__RECORDS FOR THIS TASK__:
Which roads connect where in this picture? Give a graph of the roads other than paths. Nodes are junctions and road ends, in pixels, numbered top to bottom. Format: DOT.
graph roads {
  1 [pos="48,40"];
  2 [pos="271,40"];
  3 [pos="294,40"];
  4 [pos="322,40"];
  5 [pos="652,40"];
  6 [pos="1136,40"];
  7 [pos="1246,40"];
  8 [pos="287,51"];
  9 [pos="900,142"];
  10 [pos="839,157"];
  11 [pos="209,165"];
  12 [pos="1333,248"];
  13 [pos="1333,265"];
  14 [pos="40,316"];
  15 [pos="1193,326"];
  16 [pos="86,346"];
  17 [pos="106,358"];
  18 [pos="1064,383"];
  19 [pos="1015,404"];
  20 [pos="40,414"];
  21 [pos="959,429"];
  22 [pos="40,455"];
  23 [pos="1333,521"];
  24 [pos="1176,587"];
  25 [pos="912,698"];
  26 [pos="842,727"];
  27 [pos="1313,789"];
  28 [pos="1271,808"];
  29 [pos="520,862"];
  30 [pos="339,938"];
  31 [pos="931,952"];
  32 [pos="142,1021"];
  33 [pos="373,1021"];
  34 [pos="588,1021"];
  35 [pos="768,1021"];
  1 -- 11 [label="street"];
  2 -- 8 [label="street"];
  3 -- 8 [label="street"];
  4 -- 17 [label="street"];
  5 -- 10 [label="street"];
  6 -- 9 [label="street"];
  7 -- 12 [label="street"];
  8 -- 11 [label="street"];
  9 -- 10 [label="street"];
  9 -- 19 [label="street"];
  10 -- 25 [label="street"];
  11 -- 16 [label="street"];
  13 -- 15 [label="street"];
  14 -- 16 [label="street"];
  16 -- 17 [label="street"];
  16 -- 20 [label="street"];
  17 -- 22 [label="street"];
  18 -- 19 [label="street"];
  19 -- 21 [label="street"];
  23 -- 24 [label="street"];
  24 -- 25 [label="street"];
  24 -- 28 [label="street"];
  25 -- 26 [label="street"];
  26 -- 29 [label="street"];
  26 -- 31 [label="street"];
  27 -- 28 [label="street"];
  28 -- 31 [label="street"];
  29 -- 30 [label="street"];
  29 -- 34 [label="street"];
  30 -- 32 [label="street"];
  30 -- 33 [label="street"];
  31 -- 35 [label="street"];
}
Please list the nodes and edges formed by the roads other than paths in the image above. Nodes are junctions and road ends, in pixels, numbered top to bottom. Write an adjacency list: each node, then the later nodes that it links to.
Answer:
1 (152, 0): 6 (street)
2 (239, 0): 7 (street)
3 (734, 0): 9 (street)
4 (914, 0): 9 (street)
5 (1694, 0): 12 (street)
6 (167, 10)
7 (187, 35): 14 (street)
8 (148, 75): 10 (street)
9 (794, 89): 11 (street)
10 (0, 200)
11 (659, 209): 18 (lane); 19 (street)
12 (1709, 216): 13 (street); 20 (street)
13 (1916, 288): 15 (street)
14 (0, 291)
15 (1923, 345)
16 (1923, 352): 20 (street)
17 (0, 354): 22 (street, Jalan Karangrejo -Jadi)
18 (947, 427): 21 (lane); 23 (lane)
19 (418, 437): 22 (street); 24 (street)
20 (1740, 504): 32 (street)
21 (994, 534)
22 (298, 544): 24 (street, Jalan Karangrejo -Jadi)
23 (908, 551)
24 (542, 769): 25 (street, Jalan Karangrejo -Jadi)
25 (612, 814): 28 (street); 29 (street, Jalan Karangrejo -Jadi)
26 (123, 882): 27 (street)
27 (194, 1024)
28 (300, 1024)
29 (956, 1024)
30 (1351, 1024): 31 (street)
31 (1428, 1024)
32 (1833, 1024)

--

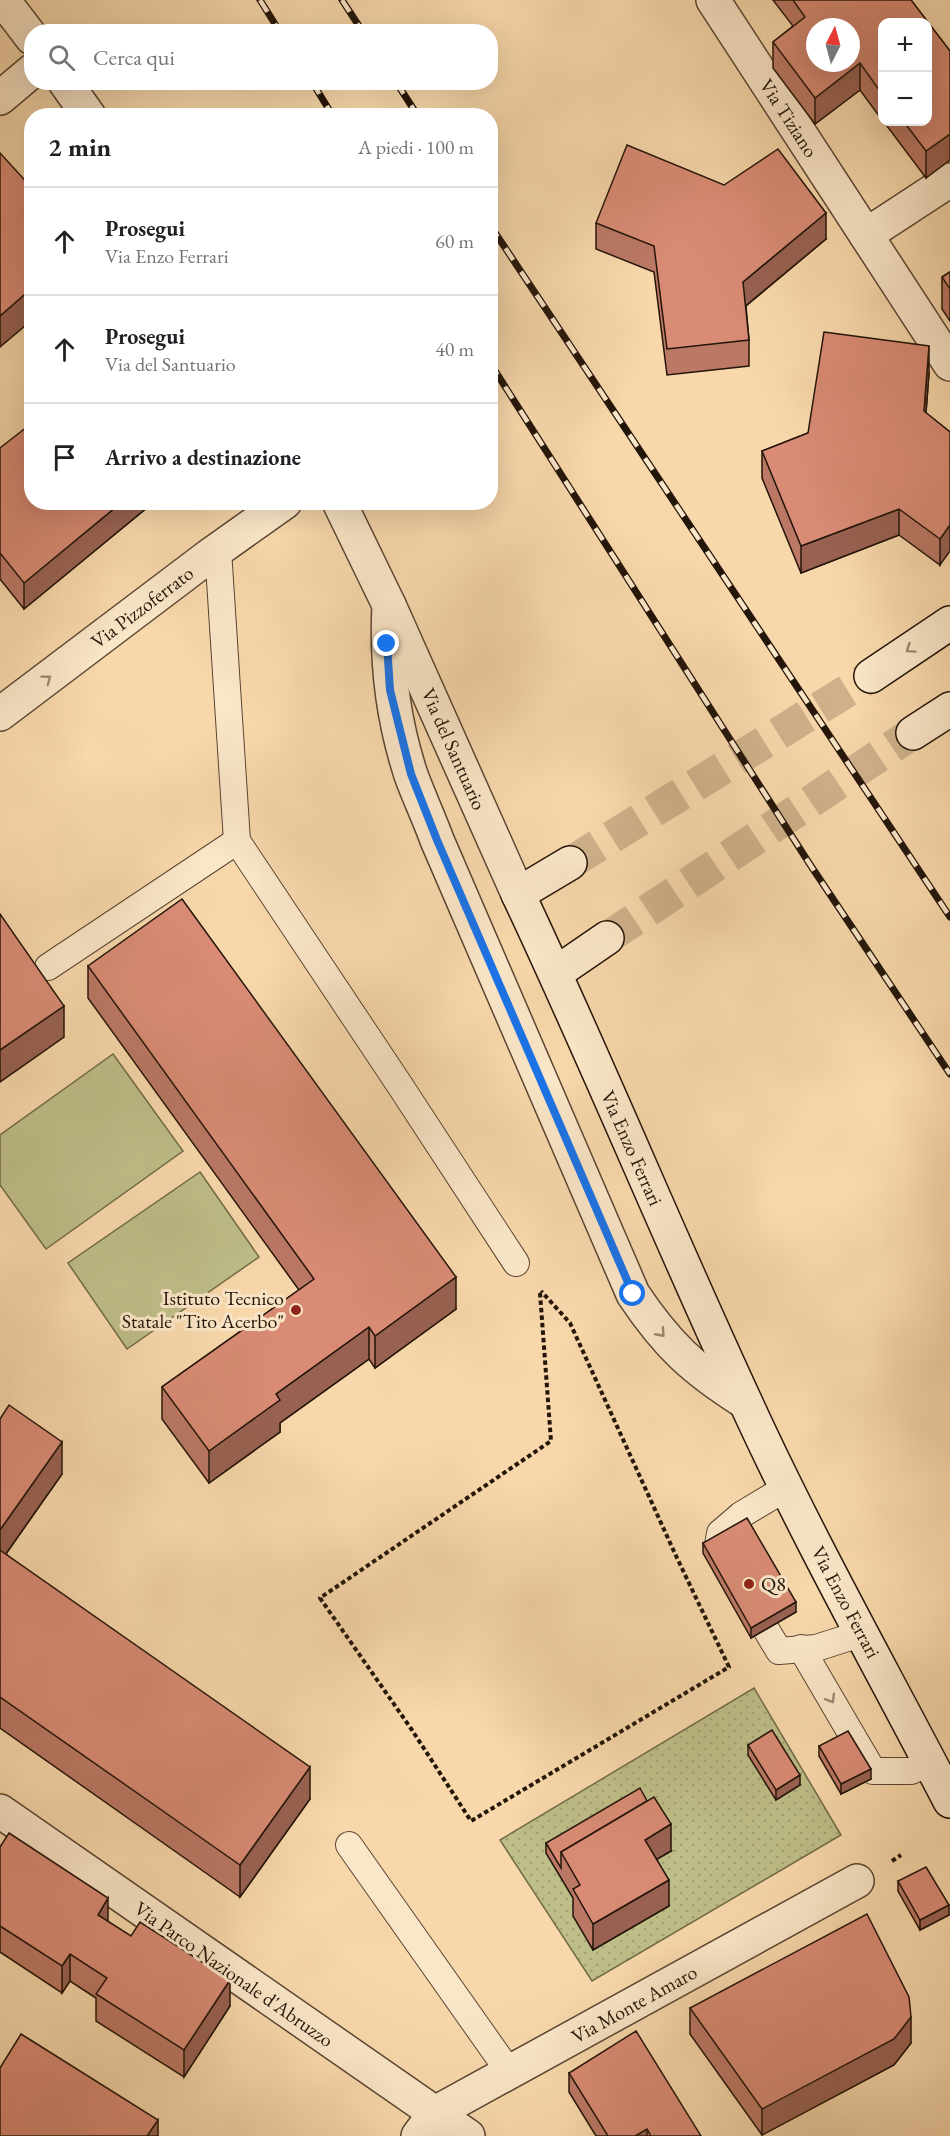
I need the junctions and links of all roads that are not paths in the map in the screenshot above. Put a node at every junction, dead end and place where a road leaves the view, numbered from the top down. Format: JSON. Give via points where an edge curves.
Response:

* * *

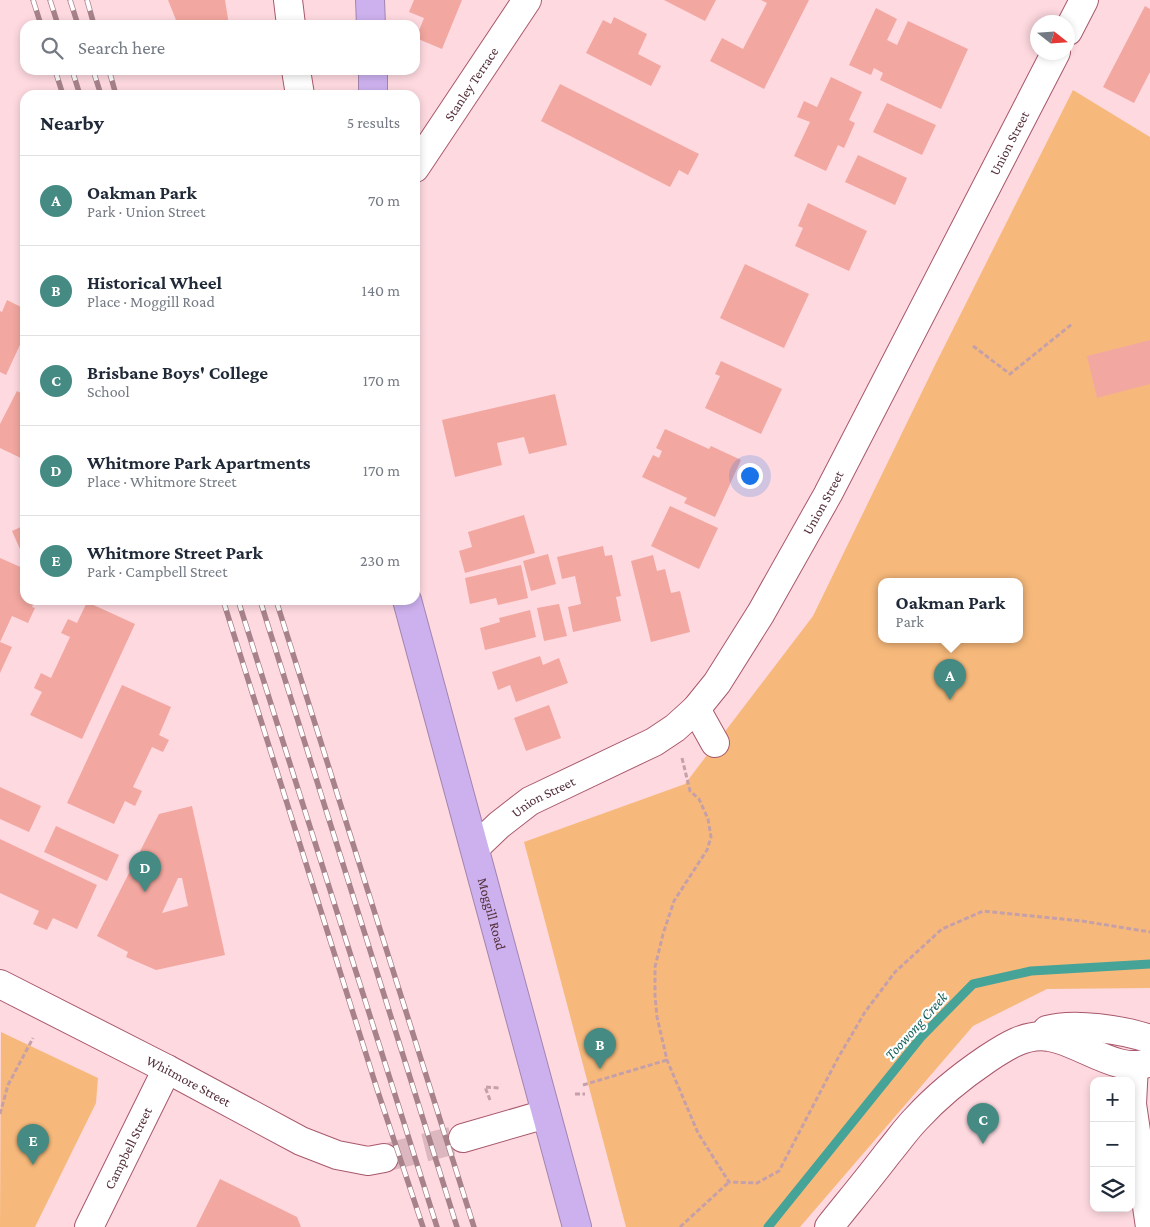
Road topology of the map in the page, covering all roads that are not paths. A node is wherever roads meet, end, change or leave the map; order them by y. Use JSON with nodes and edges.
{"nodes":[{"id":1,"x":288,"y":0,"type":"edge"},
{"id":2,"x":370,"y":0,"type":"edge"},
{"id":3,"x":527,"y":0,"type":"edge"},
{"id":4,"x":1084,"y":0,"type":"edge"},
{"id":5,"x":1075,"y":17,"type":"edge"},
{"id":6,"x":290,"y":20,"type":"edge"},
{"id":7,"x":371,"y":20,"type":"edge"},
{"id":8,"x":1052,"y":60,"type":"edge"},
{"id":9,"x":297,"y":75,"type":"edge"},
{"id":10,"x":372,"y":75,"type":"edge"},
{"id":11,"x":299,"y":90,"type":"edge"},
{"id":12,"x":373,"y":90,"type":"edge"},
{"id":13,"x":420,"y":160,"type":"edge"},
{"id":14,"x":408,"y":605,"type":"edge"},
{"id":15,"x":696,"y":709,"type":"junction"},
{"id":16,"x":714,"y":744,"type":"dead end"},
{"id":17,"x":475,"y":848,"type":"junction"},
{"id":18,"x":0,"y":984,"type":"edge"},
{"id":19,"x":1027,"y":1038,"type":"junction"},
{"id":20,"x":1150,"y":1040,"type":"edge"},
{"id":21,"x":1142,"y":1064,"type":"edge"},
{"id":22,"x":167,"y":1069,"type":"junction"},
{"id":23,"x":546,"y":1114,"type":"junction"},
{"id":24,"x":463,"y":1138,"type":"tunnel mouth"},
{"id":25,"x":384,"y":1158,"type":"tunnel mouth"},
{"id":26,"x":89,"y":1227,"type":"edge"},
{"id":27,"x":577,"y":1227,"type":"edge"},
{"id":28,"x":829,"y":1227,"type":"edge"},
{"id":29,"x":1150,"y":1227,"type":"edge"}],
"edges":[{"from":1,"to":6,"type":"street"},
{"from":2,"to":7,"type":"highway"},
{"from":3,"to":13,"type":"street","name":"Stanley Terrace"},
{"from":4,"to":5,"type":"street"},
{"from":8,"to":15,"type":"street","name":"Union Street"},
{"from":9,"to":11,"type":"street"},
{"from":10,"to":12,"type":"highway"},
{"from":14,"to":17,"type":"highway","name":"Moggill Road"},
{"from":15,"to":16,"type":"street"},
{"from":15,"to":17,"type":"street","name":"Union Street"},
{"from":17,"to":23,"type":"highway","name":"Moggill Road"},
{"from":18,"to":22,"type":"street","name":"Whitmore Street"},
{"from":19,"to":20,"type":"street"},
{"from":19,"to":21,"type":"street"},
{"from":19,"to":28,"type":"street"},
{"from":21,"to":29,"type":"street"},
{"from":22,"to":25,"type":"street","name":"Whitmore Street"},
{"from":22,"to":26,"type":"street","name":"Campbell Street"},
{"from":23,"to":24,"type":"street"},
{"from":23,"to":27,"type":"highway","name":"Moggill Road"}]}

__TASK OBJECTIVE__: Only the lines above from the one with "Which roads connect" through the one with "Please list the" should be duplicated, character for character.

__RESULT FOR THIS EXERCISE__:
Which roads connect where in this picture? Give a graph of the roads other than paths. Nodes are junctions and road ends, in pixels, numbered top to bottom. Format: DOT.
graph roads {
  1 [pos="48,40"];
  2 [pos="271,40"];
  3 [pos="294,40"];
  4 [pos="322,40"];
  5 [pos="652,40"];
  6 [pos="1136,40"];
  7 [pos="1246,40"];
  8 [pos="287,51"];
  9 [pos="900,142"];
  10 [pos="839,157"];
  11 [pos="209,165"];
  12 [pos="1333,248"];
  13 [pos="1333,265"];
  14 [pos="40,316"];
  15 [pos="1193,326"];
  16 [pos="86,346"];
  17 [pos="106,358"];
  18 [pos="1064,383"];
  19 [pos="1015,404"];
  20 [pos="40,414"];
  21 [pos="959,429"];
  22 [pos="40,455"];
  23 [pos="1333,521"];
  24 [pos="1176,587"];
  25 [pos="912,698"];
  26 [pos="842,727"];
  27 [pos="1313,789"];
  28 [pos="1271,808"];
  29 [pos="520,862"];
  30 [pos="339,938"];
  31 [pos="931,952"];
  32 [pos="142,1021"];
  33 [pos="373,1021"];
  34 [pos="588,1021"];
  35 [pos="768,1021"];
  1 -- 11 [label="street"];
  2 -- 8 [label="street"];
  3 -- 8 [label="street"];
  4 -- 17 [label="street"];
  5 -- 10 [label="street"];
  6 -- 9 [label="street"];
  7 -- 12 [label="street"];
  8 -- 11 [label="street"];
  9 -- 10 [label="street"];
  9 -- 19 [label="street"];
  10 -- 25 [label="street"];
  11 -- 16 [label="street"];
  13 -- 15 [label="street"];
  14 -- 16 [label="street"];
  16 -- 17 [label="street"];
  16 -- 20 [label="street"];
  17 -- 22 [label="street"];
  18 -- 19 [label="street"];
  19 -- 21 [label="street"];
  23 -- 24 [label="street"];
  24 -- 25 [label="street"];
  24 -- 28 [label="street"];
  25 -- 26 [label="street"];
  26 -- 29 [label="street"];
  26 -- 31 [label="street"];
  27 -- 28 [label="street"];
  28 -- 31 [label="street"];
  29 -- 30 [label="street"];
  29 -- 34 [label="street"];
  30 -- 32 [label="street"];
  30 -- 33 [label="street"];
  31 -- 35 [label="street"];
}
Please list the nodes and edges formed by the roads other than paths in the image above. Nodes are junctions and road ends, in pixels, numbered top to bottom. Write an adjacency list: each node, then the later nodes that it links to.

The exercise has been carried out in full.